## TASK TO COMPLETE
All records are to be restated word for word, with pictures excluded.

## INPUT FOR THIS TASK
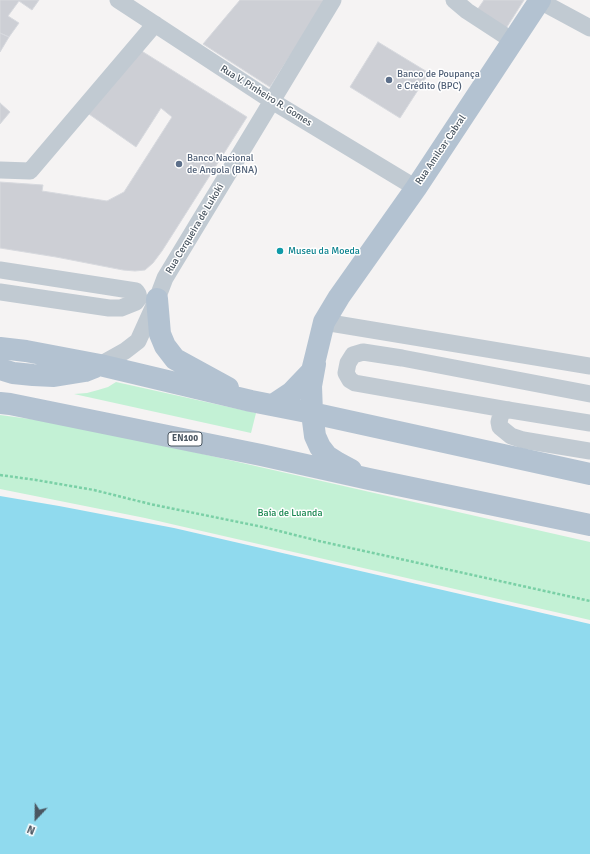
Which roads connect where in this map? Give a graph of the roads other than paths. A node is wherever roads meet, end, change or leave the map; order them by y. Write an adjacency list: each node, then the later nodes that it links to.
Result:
1 (118, 0): 5 (street, Rua V. Pinheiro R. Gomes)
2 (333, 0): 8 (street, Rua Cerqueira de Lukoki)
3 (454, 0): 7 (street)
4 (540, 0): 6 (street); 7 (main road, Rua Amilcar Cabral)
5 (155, 24): 8 (street, Rua V. Pinheiro R. Gomes); 9 (street)
6 (590, 28)
7 (512, 41): 10 (main road, Rua Amilcar Cabral)
8 (272, 101): 10 (street, Rua V. Pinheiro R. Gomes); 12 (street, Rua Cerqueira de Lukoki)
9 (0, 170)
10 (416, 188): 16 (main road, Rua Amilcar Cabral)
11 (0, 270): 13 (street)
12 (165, 278): 13 (street); 15 (street, Rua Cerqueira de Lukoki)
13 (136, 291): 14 (street)
14 (0, 292)
15 (157, 299): 19 (street, Rua Cerqueira de Lukoki); 23 (main road)
16 (324, 322): 18 (main road, Rua Amilcar Cabral); 20 (street)
17 (0, 348): 19 (main road)
18 (316, 355): 25 (main road); 27 (main road)
19 (100, 365): 21 (main road); 23 (main road)
20 (590, 366)
21 (0, 370)
22 (590, 394): 26 (street)
23 (251, 401): 25 (main road)
24 (3, 403): 31 (main road, EN100)
25 (273, 406): 27 (main road)
26 (509, 410): 28 (street); 29 (street)
27 (312, 413): 30 (main road); 31 (main road)
28 (590, 423)
29 (590, 451)
30 (590, 474)
31 (369, 479): 32 (main road, EN100)
32 (590, 525)

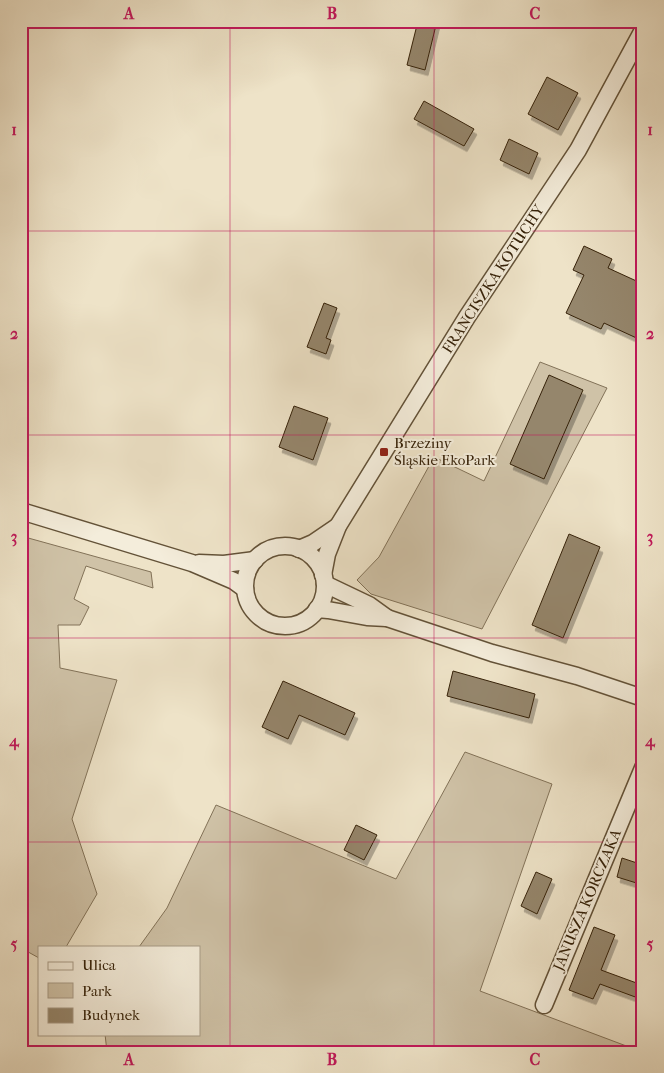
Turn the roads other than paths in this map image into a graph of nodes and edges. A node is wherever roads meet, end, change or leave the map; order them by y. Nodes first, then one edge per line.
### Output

## ANSWER SPACE
Which roads connect where in this map? Give a graph of the roads other than paths. A node is wherever roads meet, end, change or leave the map; order them by y. Write an adjacency list: each node, then the later nodes that it links to.
Result:
1 (118, 0): 5 (street, Rua V. Pinheiro R. Gomes)
2 (333, 0): 8 (street, Rua Cerqueira de Lukoki)
3 (454, 0): 7 (street)
4 (540, 0): 6 (street); 7 (main road, Rua Amilcar Cabral)
5 (155, 24): 8 (street, Rua V. Pinheiro R. Gomes); 9 (street)
6 (590, 28)
7 (512, 41): 10 (main road, Rua Amilcar Cabral)
8 (272, 101): 10 (street, Rua V. Pinheiro R. Gomes); 12 (street, Rua Cerqueira de Lukoki)
9 (0, 170)
10 (416, 188): 16 (main road, Rua Amilcar Cabral)
11 (0, 270): 13 (street)
12 (165, 278): 13 (street); 15 (street, Rua Cerqueira de Lukoki)
13 (136, 291): 14 (street)
14 (0, 292)
15 (157, 299): 19 (street, Rua Cerqueira de Lukoki); 23 (main road)
16 (324, 322): 18 (main road, Rua Amilcar Cabral); 20 (street)
17 (0, 348): 19 (main road)
18 (316, 355): 25 (main road); 27 (main road)
19 (100, 365): 21 (main road); 23 (main road)
20 (590, 366)
21 (0, 370)
22 (590, 394): 26 (street)
23 (251, 401): 25 (main road)
24 (3, 403): 31 (main road, EN100)
25 (273, 406): 27 (main road)
26 (509, 410): 28 (street); 29 (street)
27 (312, 413): 30 (main road); 31 (main road)
28 (590, 423)
29 (590, 451)
30 (590, 474)
31 (369, 479): 32 (main road, EN100)
32 (590, 525)

Turn the roads other than paths in this map image into a graph of nodes and edges. A node is wherever roads meet, end, change or leave the map; order them by y. Nodes first, then one edge per line.
### Output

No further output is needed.